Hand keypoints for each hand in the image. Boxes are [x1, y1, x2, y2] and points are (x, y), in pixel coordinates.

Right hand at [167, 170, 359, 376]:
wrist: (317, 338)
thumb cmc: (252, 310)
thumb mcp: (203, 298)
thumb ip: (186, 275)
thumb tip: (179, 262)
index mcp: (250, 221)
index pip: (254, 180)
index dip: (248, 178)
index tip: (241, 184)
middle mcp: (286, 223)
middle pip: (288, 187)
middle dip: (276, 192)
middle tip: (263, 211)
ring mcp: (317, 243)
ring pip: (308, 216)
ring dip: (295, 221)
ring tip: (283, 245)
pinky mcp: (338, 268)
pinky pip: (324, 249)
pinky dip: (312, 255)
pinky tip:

══════

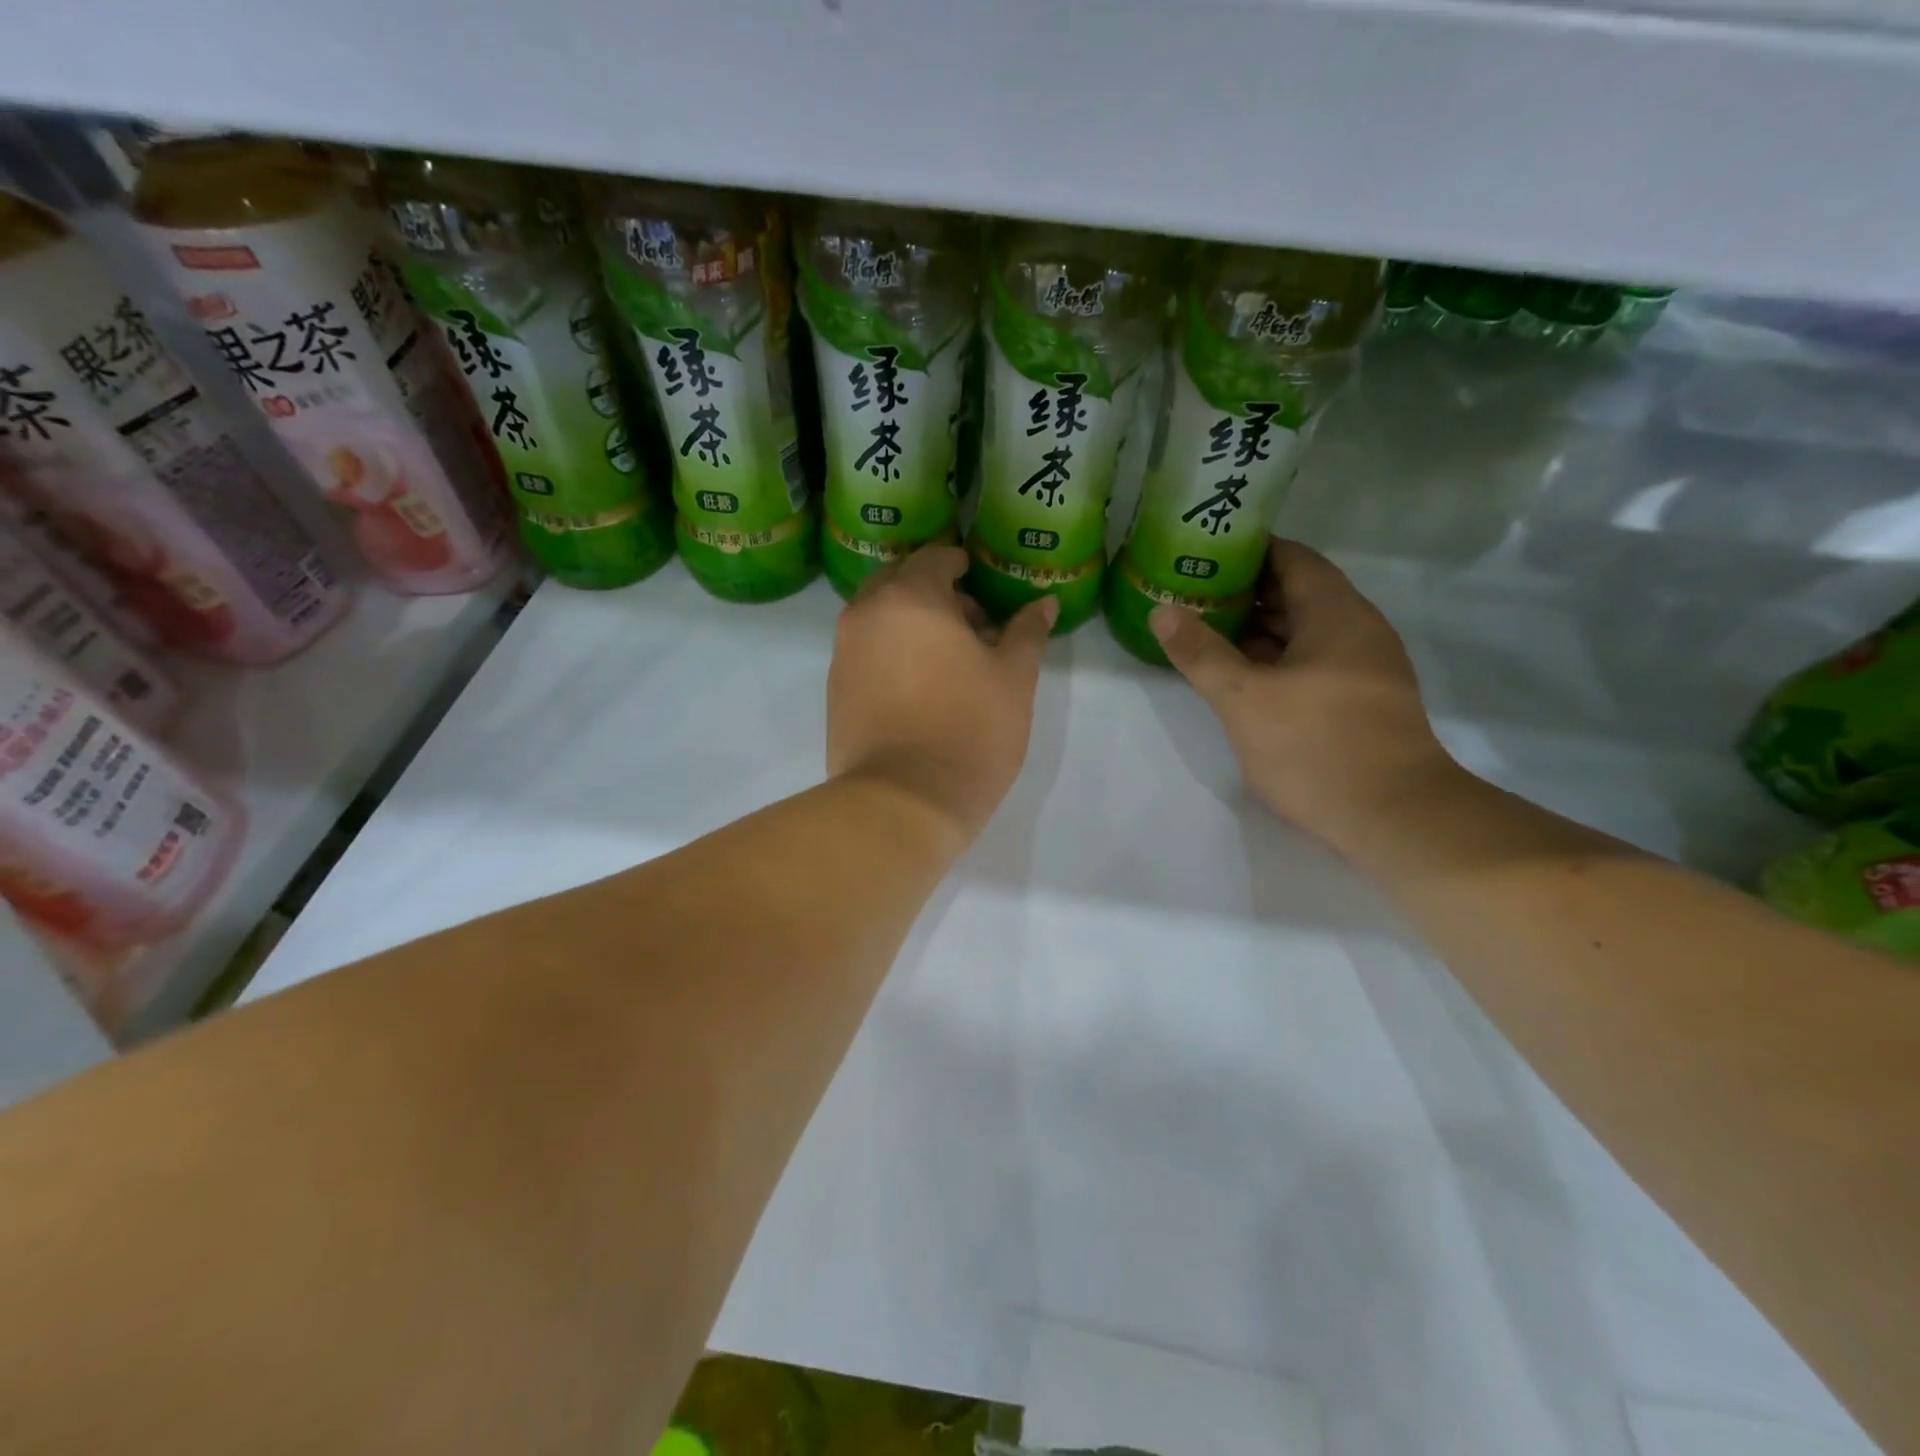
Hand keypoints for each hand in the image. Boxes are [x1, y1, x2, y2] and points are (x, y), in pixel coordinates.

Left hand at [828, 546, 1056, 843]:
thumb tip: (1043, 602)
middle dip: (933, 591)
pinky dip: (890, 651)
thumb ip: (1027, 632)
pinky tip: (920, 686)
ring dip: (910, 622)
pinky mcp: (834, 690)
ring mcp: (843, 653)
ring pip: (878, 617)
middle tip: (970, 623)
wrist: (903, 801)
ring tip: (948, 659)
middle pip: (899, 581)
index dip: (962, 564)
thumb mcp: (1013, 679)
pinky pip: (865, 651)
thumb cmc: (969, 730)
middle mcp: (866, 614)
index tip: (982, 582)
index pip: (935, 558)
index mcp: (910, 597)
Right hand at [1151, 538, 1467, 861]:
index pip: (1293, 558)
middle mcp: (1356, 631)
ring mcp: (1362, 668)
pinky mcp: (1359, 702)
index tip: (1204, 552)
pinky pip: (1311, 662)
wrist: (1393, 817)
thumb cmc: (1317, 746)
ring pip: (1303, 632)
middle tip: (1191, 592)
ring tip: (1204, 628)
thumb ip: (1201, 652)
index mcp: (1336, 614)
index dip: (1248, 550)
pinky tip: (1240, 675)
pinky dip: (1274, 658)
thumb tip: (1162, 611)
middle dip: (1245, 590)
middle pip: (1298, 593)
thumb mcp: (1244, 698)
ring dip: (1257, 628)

══════

Exercise objective: In the listing above, locate the line containing "pinky mcp: (1359, 702)" and the line containing "ring dip: (1257, 628)". Extract those two lines and every line between them, exactly as written, and only those.

Response to this task:
pinky mcp: (1359, 702)
index tip: (1204, 552)
pinky pip: (1311, 662)
wrist: (1393, 817)
thumb cmc: (1317, 746)
ring pip: (1303, 632)
middle tip: (1191, 592)
ring tip: (1204, 628)
thumb ip: (1201, 652)
index mcp: (1336, 614)
index dip: (1248, 550)
pinky tip: (1240, 675)
pinky dip: (1274, 658)
thumb tip: (1162, 611)
middle dip: (1245, 590)
middle pip: (1298, 593)
thumb mcp: (1244, 698)
ring dip: (1257, 628)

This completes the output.